Symptoms of Dyspepsia are due to diseases of stomach-duodenum and include: abdominal pain above the umbilicus, retrosternal burning, regurgitation, belching (or eructation), abdominal distension (fullness), nausea, vomiting (occasional), early satiety after meals. Functional Dyspepsia was defined as “Upper Abdominal or Retro-sternal pain or discomfort, Heartburn, Nausea or Vomiting or other symptoms considered to be referable to the proximal alimentary tract and lasting for more than 4 weeks, unrelated to exercise and for which no focal lesion or systemic disease can be responsible.

Camilleri, et al. (2005) reported that excessive fullness after eating or the inability to finish a normal-sized meal and recurrent epigastric pain are common symptoms and reasons for consulting medical professionals, Structural investigations, including Esophago Gastro Duodenoscopy (EGD), usually fail to identify an obvious organic explanation, and these patients are labeled as having functional Dyspepsia (FD).

Other terms applied to the same condition in the past have included nervous Dyspepsia, non-ulcer Dyspepsia (NUD), and essential Dyspepsia, but FD is now the most common diagnosis and is included in the Rome criteria classification of functional gastrointestinal disorders (FGIDs). FD is important because it is not only highly prevalent but also impairs quality of life, work performance, and family relationships and incurs a high healthcare cost worldwide (Lacy, et al., 2013). Whiting, et al. (1853) in the eighteenth century reported that stomach disorders” became an obsession of developed countries. Hoffer (2007) reported that descriptions of symptoms of upper gastrointestinal date back thousands of years while the term Dyspepsia was first coined by Baron, et al. (2006).

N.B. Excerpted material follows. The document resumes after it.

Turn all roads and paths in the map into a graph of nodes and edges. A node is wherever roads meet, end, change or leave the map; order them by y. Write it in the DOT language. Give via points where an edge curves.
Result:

The study was conducted in Eastern Afghanistan during 2023 and 2024. This paper describes the clinical presentation of 467 patients suffering from’ Dyspepsia’ at the time of their visit to the Afghan Momand Medical Complex & Research Center, Department of Gastroenterology. Cases were studied on a prospective base by scrutiny of the patient’s case records and in the vast majority of cases by personal interview and all the patients were withdrawn from all medications causing Dyspepsia. Endoscopy was done in patients under 20 years, 21-40, 41-60, and more than 60 years of age with Dyspepsia. The disease categories considered in this study were in Endoscopic finding: LA Grade Esophagitis, Candidiasis, Esophageal Varices, Esophageal Growth, Gastritis, Duodenitis, Gastric & Duodenal ulcer, Gastric growth, regarding the habits in our study 29% of the above patients had snuff habits, 22% had smoking habits, 2 patients had heroin habits and 37% of the total patients didn’t have any habits (the majority of them were using spicy food, overfeeding, drinking nonalcoholic beverages, fatty foods, NSAIDs ...).

Ethical declarations

The author certifies the permission regarding the ethics and the study has been done according to the research rules.

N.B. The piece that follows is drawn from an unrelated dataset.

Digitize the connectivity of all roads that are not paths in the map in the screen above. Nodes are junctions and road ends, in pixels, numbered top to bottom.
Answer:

Dyspepsia and age of patients

The causes of Dyspepsia are shown in Table 1 and the prevalence Figure 2, given are derived from the 100 people who are referred to gastroenterologists for investigation and definitive diagnosis. Causes of Dyspepsia reduction with increased age of patients. It can be reasonably assumed that more people with functional Dyspepsia under age 30 years old patients having about 34% Dyspepsia while more than 60-year-old patients resulted in 14% due to higher stress, Smoking, and Tobacco use under 30 years than older patients Similar were found early from M.K.C.G Medical College Hospital, Berhampur, India by (Jose, 2015). The data also indicated that 30-40, 41-50, and 51-60-year-old patients had 23%, 15%, and 16 % Dyspepsia, respectively. Similar results were found by Desai, et al. (2018) reported a study from urban Mumbai, India found that Dyspepsia was more prevalent in adults >40. The data regarding the clinical profile of Dyspepsia in Northeast India where there is a significant consumption of tobacco and smoking is lacking. Shah, et al. 2001 studies in Asia that dyspepsia is more common in the younger age groups (Figure 2 & Table 1).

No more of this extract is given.